Saturday 15 May 2010

The week European policy makers unveiled a $1 trillion loan package

Market took a beating on Friday with DJ Eurostoxx 50 down -4.7% and Spanish IBEX taking one of the largest Eurozone hit of -6.64%.

Fears that the eurozone economy is heading for a death spiral of falling prices and plunging output threw global markets into a tailspin. This was the unlikely story the same week Eurozone policy makers unveiled its $1 trillion loan package to help struggling countries with their debt. But the doubts about ECB's independance and strains amongst partners are becoming clear as the market digests news of the rescue package one and a half times the size of the US TARP.
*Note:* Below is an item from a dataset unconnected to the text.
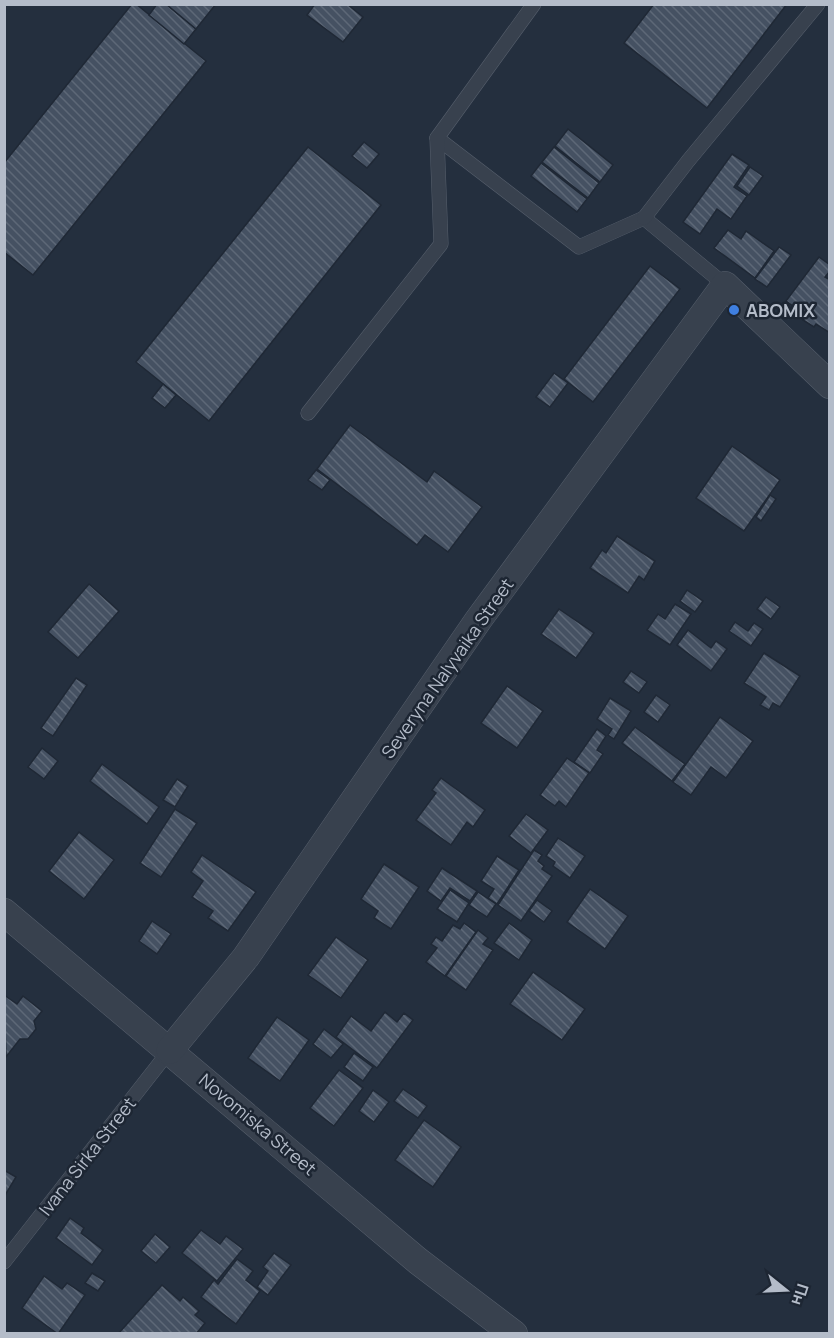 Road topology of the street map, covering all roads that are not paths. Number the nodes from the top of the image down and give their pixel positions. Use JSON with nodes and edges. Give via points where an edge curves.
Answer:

Analysts have been working through the week to assess if Spain's problems could be too big to bailed out and market rumours that Spain could need a 280 billion euro loan raised alarm bells on Friday.

Essentially, what the European policy makers are trying to do is to treat a solvency problem as if it was a liquidity problem, however such an expansionary policy will simply just buy Eurozone more time but real improvements still needs to be made to reduce government deficits and promote growth in the "more-abled" Eurozone countries.

As the Euro trades for the fourth week lower against the USD, we are likely to continue to see downside pressure and test the key level of $1.165 before the year end.